O discurso mais recente de Miguel Díaz-Canel, durante o XI Pleno do Comitê Central do Partido Comunista de Cuba, voltou a evidenciar a desconexão do poder com a realidade que a maioria dos cubanos vive.
Em uma tentativa de maquiar o deterioro econômico e social, o governante substituiu a palavra “pobreza” pelo eufemismo “carência material”, responsabilizando novamente o “bloqueio” e o “ódio do inimigo” pela miséria que o país enfrenta.
"Sim, há uma enorme carência material em Cuba", disse Díaz-Canel, atribuindo a crise a uma suposta "política genocida" dos Estados Unidos e aos meios "criados pelo inimigo" que, segundo ele, "celebram essa pobreza".
Ao mesmo tempo, garantiu que na ilha “existe outra realidade” de “um povo criativo e trabalhador que não desiste”.
O discurso, imbuído de retórica heroica, evitou qualquer menção às causas internas da crise ou à responsabilidade do regime no colapso produtivo, na deterioração do salário e na perda do poder aquisitivo.
Monreal: “A pobreza se despolitizou em Cuba”
Em uma análise recente publicada em seu boletim de Substack, o economista cubano Pedro Monreal questionou duramente a narrativa oficial.
Segundo Monreal, a postura do governo ao negar a existência de pobreza em Cuba e substituí-la por “carência material” é “reducionista e carente de autocrítica razoável”.
"A carência material é uma dimensão da pobreza, mas não a substitui como conceito. Ao focar na carência e não na exclusão, o discurso oficial despolitiza o social", argumentou Monreal.
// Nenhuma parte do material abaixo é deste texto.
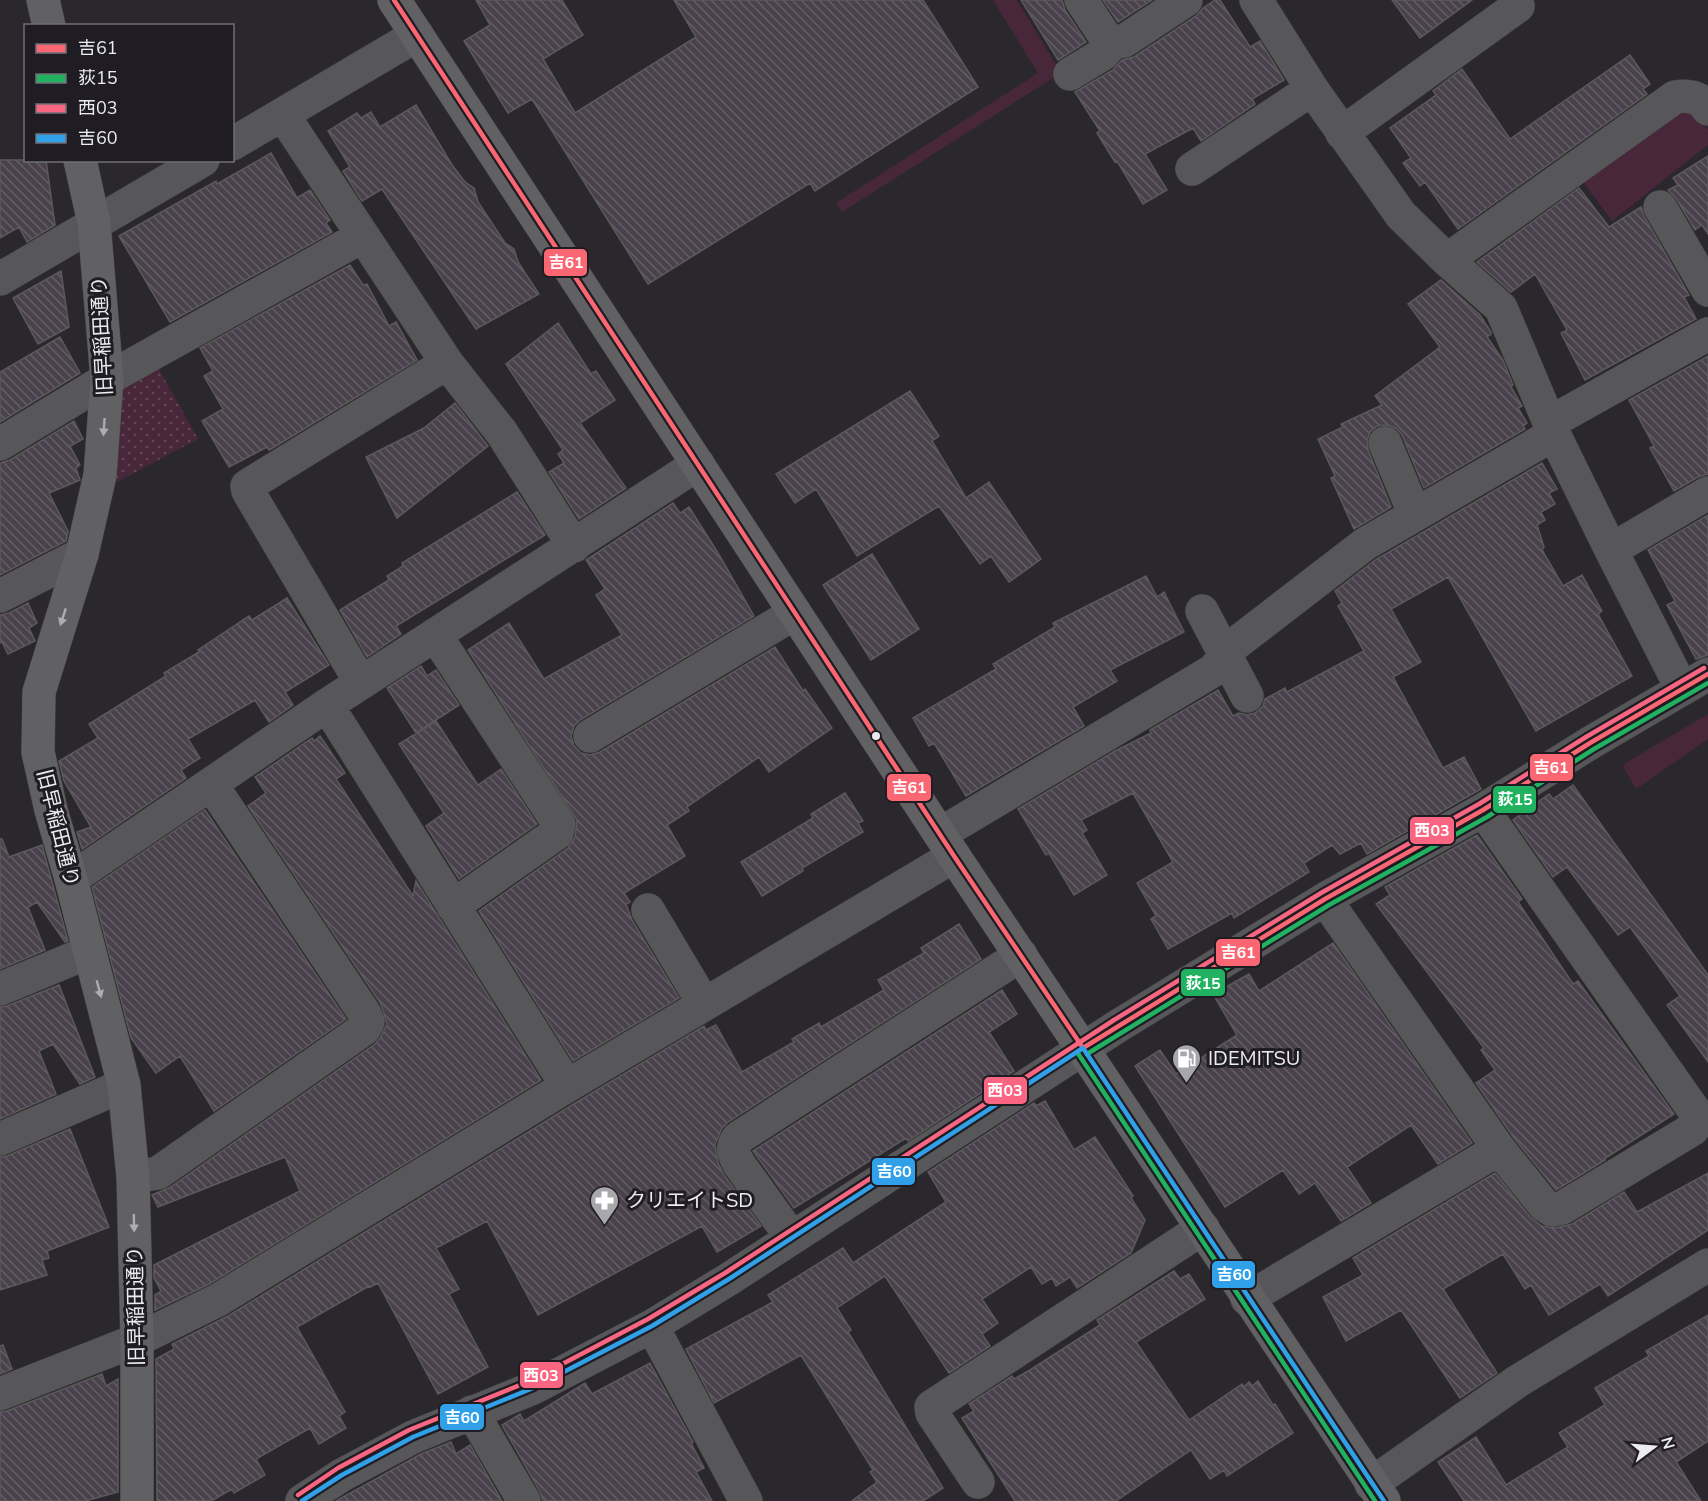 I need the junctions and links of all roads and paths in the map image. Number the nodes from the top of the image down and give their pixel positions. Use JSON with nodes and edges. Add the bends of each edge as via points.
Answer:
{"nodes":[{"id":1,"x":43,"y":0,"type":"edge"},
{"id":2,"x":394,"y":0,"type":"edge"},
{"id":3,"x":1081,"y":0,"type":"edge"},
{"id":4,"x":1186,"y":0,"type":"edge"},
{"id":5,"x":1256,"y":0,"type":"edge"},
{"id":6,"x":1518,"y":6,"type":"dead end"},
{"id":7,"x":49,"y":24,"type":"edge"},
{"id":8,"x":417,"y":35,"type":"junction"},
{"id":9,"x":1113,"y":42,"type":"junction"},
{"id":10,"x":1070,"y":74,"type":"dead end"},
{"id":11,"x":1312,"y":89,"type":"junction"},
{"id":12,"x":1708,"y":109,"type":"edge"},
{"id":13,"x":283,"y":115,"type":"junction"},
{"id":14,"x":1342,"y":133,"type":"junction"},
{"id":15,"x":234,"y":143,"type":"edge"},
{"id":16,"x":80,"y":162,"type":"edge"},
{"id":17,"x":200,"y":162,"type":"edge"},
{"id":18,"x":1192,"y":169,"type":"dead end"},
{"id":19,"x":1660,"y":207,"type":"dead end"},
{"id":20,"x":94,"y":223,"type":"junction"},
{"id":21,"x":363,"y":236,"type":"junction"},
{"id":22,"x":1447,"y":260,"type":"junction"},
{"id":23,"x":0,"y":279,"type":"edge"},
{"id":24,"x":1708,"y":290,"type":"edge"},
{"id":25,"x":1708,"y":333,"type":"edge"},
{"id":26,"x":447,"y":363,"type":"junction"},
{"id":27,"x":107,"y":378,"type":"junction"},
{"id":28,"x":1553,"y":428,"type":"junction"},
{"id":29,"x":1385,"y":443,"type":"dead end"},
{"id":30,"x":0,"y":444,"type":"edge"},
{"id":31,"x":698,"y":464,"type":"junction"},
{"id":32,"x":1708,"y":493,"type":"edge"},
{"id":33,"x":1416,"y":515,"type":"junction"},
{"id":34,"x":574,"y":546,"type":"junction"},
{"id":35,"x":1611,"y":550,"type":"junction"},
{"id":36,"x":82,"y":554,"type":"junction"},
{"id":37,"x":0,"y":596,"type":"edge"},
{"id":38,"x":1202,"y":611,"type":"dead end"},
{"id":39,"x":795,"y":613,"type":"junction"},
{"id":40,"x":436,"y":636,"type":"junction"},
{"id":41,"x":1225,"y":655,"type":"junction"},
{"id":42,"x":1695,"y":681,"type":"edge"},
{"id":43,"x":361,"y":683,"type":"junction"},
{"id":44,"x":1247,"y":696,"type":"dead end"},
{"id":45,"x":327,"y":705,"type":"junction"},
{"id":46,"x":590,"y":736,"type":"dead end"},
{"id":47,"x":211,"y":784,"type":"junction"},
{"id":48,"x":1483,"y":810,"type":"junction"},
{"id":49,"x":947,"y":845,"type":"junction"},
{"id":50,"x":71,"y":879,"type":"junction"},
{"id":51,"x":1325,"y":899,"type":"junction"},
{"id":52,"x":453,"y":906,"type":"junction"},
{"id":53,"x":648,"y":910,"type":"dead end"},
{"id":54,"x":89,"y":952,"type":"junction"},
{"id":55,"x":1021,"y":955,"type":"junction"},
{"id":56,"x":0,"y":989,"type":"edge"},
{"id":57,"x":704,"y":1004,"type":"junction"},
{"id":58,"x":1083,"y":1048,"type":"junction"},
{"id":59,"x":124,"y":1085,"type":"junction"},
{"id":60,"x":567,"y":1086,"type":"junction"},
{"id":61,"x":0,"y":1139,"type":"edge"},
{"id":62,"x":1499,"y":1149,"type":"junction"},
{"id":63,"x":133,"y":1177,"type":"junction"},
{"id":64,"x":1203,"y":1228,"type":"junction"},
{"id":65,"x":792,"y":1238,"type":"junction"},
{"id":66,"x":1708,"y":1266,"type":"edge"},
{"id":67,"x":1247,"y":1299,"type":"junction"},
{"id":68,"x":652,"y":1326,"type":"junction"},
{"id":69,"x":137,"y":1340,"type":"junction"},
{"id":70,"x":0,"y":1394,"type":"edge"},
{"id":71,"x":472,"y":1412,"type":"junction"},
{"id":72,"x":978,"y":1482,"type":"dead end"},
{"id":73,"x":1377,"y":1492,"type":"edge"},
{"id":74,"x":137,"y":1501,"type":"edge"},
{"id":75,"x":302,"y":1501,"type":"edge"},
{"id":76,"x":524,"y":1501,"type":"edge"},
{"id":77,"x":746,"y":1501,"type":"edge"}],
"edges":[{"from":1,"to":7,"type":"main road"},
{"from":2,"to":8,"type":"main road"},
{"from":3,"to":9,"type":"street"},
{"from":4,"to":9,"type":"street","via":[[1124,40]]},
{"from":5,"to":11,"type":"street"},
{"from":6,"to":14,"type":"street"},
{"from":8,"to":13,"type":"street"},
{"from":8,"to":31,"type":"main road"},
{"from":9,"to":10,"type":"street","via":[[1103,54]]},
{"from":11,"to":14,"type":"street"},
{"from":11,"to":18,"type":"street"},
{"from":12,"to":22,"type":"street","via":[[1690,95],[1675,97]]},
{"from":13,"to":15,"type":"street"},
{"from":13,"to":21,"type":"street"},
{"from":14,"to":22,"type":"street","via":[[1401,215]]},
{"from":16,"to":20,"type":"main road","name":"旧早稲田通り"},
{"from":17,"to":20,"type":"street"},
{"from":19,"to":24,"type":"street"},
{"from":20,"to":23,"type":"street"},
{"from":20,"to":27,"type":"main road","name":"旧早稲田通り"},
{"from":21,"to":26,"type":"street"},
{"from":21,"to":27,"type":"street"},
{"from":22,"to":28,"type":"street","via":[[1501,308]]},
{"from":25,"to":28,"type":"street"},
{"from":26,"to":34,"type":"street","via":[[501,433]]},
{"from":26,"to":43,"type":"street","via":[[247,486]]},
{"from":27,"to":30,"type":"street"},
{"from":27,"to":36,"type":"main road","name":"旧早稲田通り","one_way":true,"via":[[100,475]]},
{"from":28,"to":33,"type":"street"},
{"from":28,"to":35,"type":"street"},
{"from":29,"to":33,"type":"street"},
{"from":31,"to":34,"type":"street"},
{"from":31,"to":39,"type":"main road"},
{"from":32,"to":35,"type":"street"},
{"from":33,"to":41,"type":"street","via":[[1365,544]]},
{"from":34,"to":40,"type":"street"},
{"from":35,"to":42,"type":"street"},
{"from":36,"to":37,"type":"street"},
{"from":36,"to":50,"type":"main road","name":"旧早稲田通り","one_way":true,"via":[[39,692],[38,752]]},
{"from":38,"to":41,"type":"street"},
{"from":39,"to":46,"type":"street"},
{"from":39,"to":49,"type":"main road"},
{"from":40,"to":43,"type":"street"},
{"from":40,"to":52,"type":"street","via":[[559,824],[557,833]]},
{"from":41,"to":44,"type":"street"},
{"from":41,"to":49,"type":"street","via":[[1214,670]]},
{"from":42,"to":48,"type":"street"},
{"from":43,"to":45,"type":"street"},
{"from":45,"to":47,"type":"street"},
{"from":45,"to":52,"type":"street"},
{"from":47,"to":50,"type":"street"},
{"from":47,"to":63,"type":"street","via":[[368,1022],[364,1029],[158,1173]]},
{"from":48,"to":51,"type":"street"},
{"from":48,"to":62,"type":"street","via":[[1698,1121],[1693,1129],[1562,1208],[1552,1210],[1544,1206]]},
{"from":49,"to":55,"type":"main road"},
{"from":49,"to":57,"type":"street"},
{"from":50,"to":54,"type":"main road","name":"旧早稲田通り"},
{"from":51,"to":58,"type":"street"},
{"from":51,"to":62,"type":"street"},
{"from":52,"to":60,"type":"street"},
{"from":53,"to":57,"type":"street"},
{"from":54,"to":56,"type":"street"},
{"from":54,"to":59,"type":"main road","name":"旧早稲田通り","one_way":true},
{"from":55,"to":58,"type":"main road"},
{"from":55,"to":65,"type":"street","via":[[738,1138],[733,1152],[739,1164]]},
{"from":57,"to":60,"type":"street"},
{"from":58,"to":64,"type":"main road"},
{"from":58,"to":65,"type":"street"},
{"from":59,"to":61,"type":"street"},
{"from":59,"to":63,"type":"main road","name":"旧早稲田通り"},
{"from":60,"to":69,"type":"street","via":[[218,1300]]},
{"from":62,"to":67,"type":"street"},
{"from":63,"to":69,"type":"main road","name":"旧早稲田通り","one_way":true},
{"from":64,"to":67,"type":"main road"},
{"from":64,"to":72,"type":"street","via":[[930,1407]]},
{"from":65,"to":68,"type":"street"},
{"from":66,"to":73,"type":"street","via":[[1518,1381]]},
{"from":67,"to":73,"type":"main road"},
{"from":68,"to":71,"type":"street","via":[[533,1388]]},
{"from":68,"to":77,"type":"street"},
{"from":69,"to":70,"type":"street"},
{"from":69,"to":74,"type":"main road","name":"旧早稲田通り"},
{"from":71,"to":75,"type":"street","via":[[413,1437]]},
{"from":71,"to":76,"type":"street"}]}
O especialista lembrou que a pobreza não se limita ao consumo nem à escassez de bens, mas é “resultado de relações sociais que produzem exclusão”. Por isso, tratá-la como um fenômeno externo, produto do “inimigo”, equivale a apagar a responsabilidade política do Estado em sua geração e reprodução.
A "organização" e a expansão da pobreza
Monreal afirmou que a política de “ordenamento” econômico, implementada em 2021, “massificou a pobreza em Cuba”.
A reforma, que pretendia unificar a moeda e melhorar as receitas, acabou provocando uma forte contração do salário real e um aumento do custo de vida.
De acordo com dados oficiais, o salário estatal médio em 2025 —6.744 pesos mensais— está completamente desconectado do custo real da cesta básica de bens e serviços, estimado por especialistas em “dezenas de milhares de pesos”.
A isso se soma o fato de que, enquanto os rendimentos do trabalho diminuem, os setores empresariais —particularmente os controlados pelo conglomerado militar GAESA— aumentam sua participação no PIB.
A distribuição primária da renda adotou um esquema anti-trabalhador e pró-empresarial, explicou Monreal.
Menos gasto social, mais administração e segurança
Um dos elementos mais alarmantes apontados pelo economista é a redução drástica do gasto social.
Entre 2008 e 2024, os gastos com educação reduziram-se em 62%, em saúde e assistência social um 50%, e em segurança social um 45%. Em contraste, os gastos com “administração pública e segurança nacional” aumentaram em 17%.
Este mudança revela uma clara prioridade do regime: manter a máquina burocrática e militar em detrimento das necessidades básicas da população.
"A política estatal salarial e a redução do espaço fiscal para os gastos sociais têm produzido e reproduzido a pobreza em Cuba", alertou Monreal.
Empobrecimento como ferramenta de controle
O análise também apontou que o empobrecimento generalizado tem servido ao governo como uma forma encoberta de estabilização macroeconômica.
Ao manter baixos os rendimentos e o consumo, reduz-se a pressão inflacionária, embora à custa do bem-estar da população. "Pode não ter sido intencional, mas tem sido efetivamente distorcido", destacou o economista.
Negar a pobreza, negar a política
Para Monreal, a negação do conceito de pobreza tem um fundo político: “Toda exclusão social está inevitavelmente associada à exclusão política”.
Por isso, enfrentar a pobreza em Cuba não pode ser feito sem reconhecer a necessidade de uma transformação estrutural do sistema político e econômico.
Em vez de culpar o "inimigo" externo, o economista propôs olhar para dentro: “Existe hoje em Cuba um sistema político impedindo uma melhor distribuição de renda? Que tipo de ação política inclusiva é necessária?”.
Enquanto isso, a retórica oficial insiste em ver "inimigos" onde há fome e em falar de "carências" onde existe pobreza estrutural.
O resultado é um país onde discursos heroicos substituem políticas eficazes e onde, a cada dia que passa, a dignidade do povo se confunde com sua resignação.